Predators lock up Trotz

LANCE HORNBY, QMI AGENCY

, Last Updated: 8:23 AM ET

NASHVILLE — The song remains the same for the Predators’ coaching staff, but there is no concerted effort in Music City to tune out Barry Trotz.

It was revealed a few days ago that the Preds’ first ever coach has been extended yet again by their first ever general manager David Poile, this time through 2010-11, with another club option on 2011-12. Trotz and Lindy Ruff of the Buffalo Sabres are the current NHL leaders in employment by the same team, both hired in 1997, though Ruff’s appointment was a year before Nashville started playing.

How have Trotz and associate coach Brent Peterson survived growing pains of an expansion franchise and playoff disappointments, without sounding like a broken records to their players?

“I’ve been very fortunate to work for a GM who understands the whole process,” Trotz said of Poile, “Unlike the market in Toronto when you lose two games and (perception) is that you have a bad coach and you have to move.

“I’ve been with David in one capacity or another for 25 years and he allows you to find your answer — and not necessarily outside the dressing room.

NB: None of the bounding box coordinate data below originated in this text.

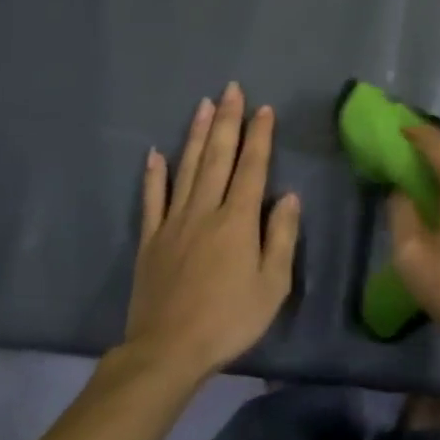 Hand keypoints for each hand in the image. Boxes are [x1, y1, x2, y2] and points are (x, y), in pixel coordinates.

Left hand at [123, 83, 299, 380]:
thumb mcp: (273, 284)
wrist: (168, 350)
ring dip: (195, 135)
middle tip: (230, 89)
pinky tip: (154, 154)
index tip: (263, 108)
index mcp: (237, 220)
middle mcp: (205, 210)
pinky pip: (151, 200)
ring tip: (201, 105)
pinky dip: (153, 175)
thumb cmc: (230, 319)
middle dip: (226, 121)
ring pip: (186, 168)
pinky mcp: (150, 239)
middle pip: (217, 157)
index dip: (259, 136)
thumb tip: (289, 197)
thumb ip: (281, 236)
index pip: (252, 167)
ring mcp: (173, 222)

Therefore, you become a stronger team, a more galvanized team and one that has accountability. In certain situations, that accountability goes out the door because the easiest thing to do is move the coach.”

This could be the year the Preds’ players finally reward Trotz and do something in the playoffs after a series of quick exits after the NHL lockout and a 10th-place showing last season. The struggles of such teams as Detroit and Vancouver this year could see Nashville land home ice in the first round of the playoffs.

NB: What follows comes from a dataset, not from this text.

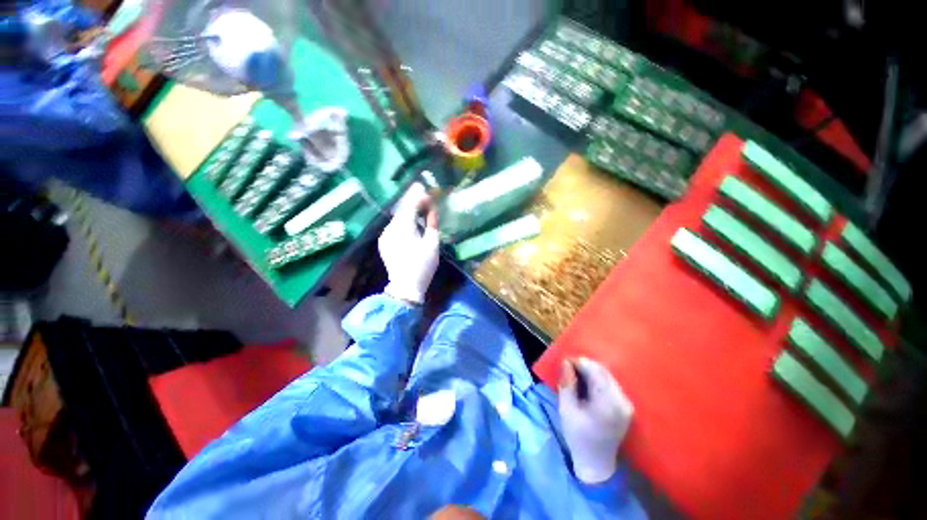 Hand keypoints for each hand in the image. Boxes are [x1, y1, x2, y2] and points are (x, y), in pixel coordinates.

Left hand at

“I change (philosophy) up a little bit every couple of years,” Trotz said. “(Getting tuned out by players) is a little bit of a fallacy. You have a certain foundation in the way that you play and the expectations you have. If it’s the right message, why the hell would you want to change it? Detroit and New Jersey have the same message for years and it has worked for them.

“It’s not about the voice, it’s about people buying into what you’re selling. If everyone knows that you come in to play the Predators and there’s a certain way we play and have a responsibility to each other, then accountability is very, very strong.”

Poile is something of a survivor himself, having steered the team through some murky waters when the salary cap was introduced and the cash-strapped Predators were going through ownership wrangles that required a frugal approach. Yet Poile told The Tennessean Monday that he’s glad he stuck it out, twice declining a front office role with the Leafs.

Poile met with then-Leaf president Ken Dryden in 1997 after being let go by the Washington Capitals, but when the expansion Preds followed up on an offer they made prior to his interview with Dryden, Poile felt obligated to take it. Another chance arose in the summer of 2007 when Craig Leipold was selling the Preds and the Leafs were looking for a senior advisor to John Ferguson. Poile was given permission to talk to the Leafs, but decided he liked it where he was.

“The Toronto job and the Nashville job couldn’t be further apart in terms of the hockey spectrum,” Poile said. “But I was really excited about starting things from ground zero (in 1997). With Nashville, I knew I would have my fingerprints over everything we did.

“Even at the start of this year it was ‘little old Nashville’ where no one gave us a chance to be competitive.”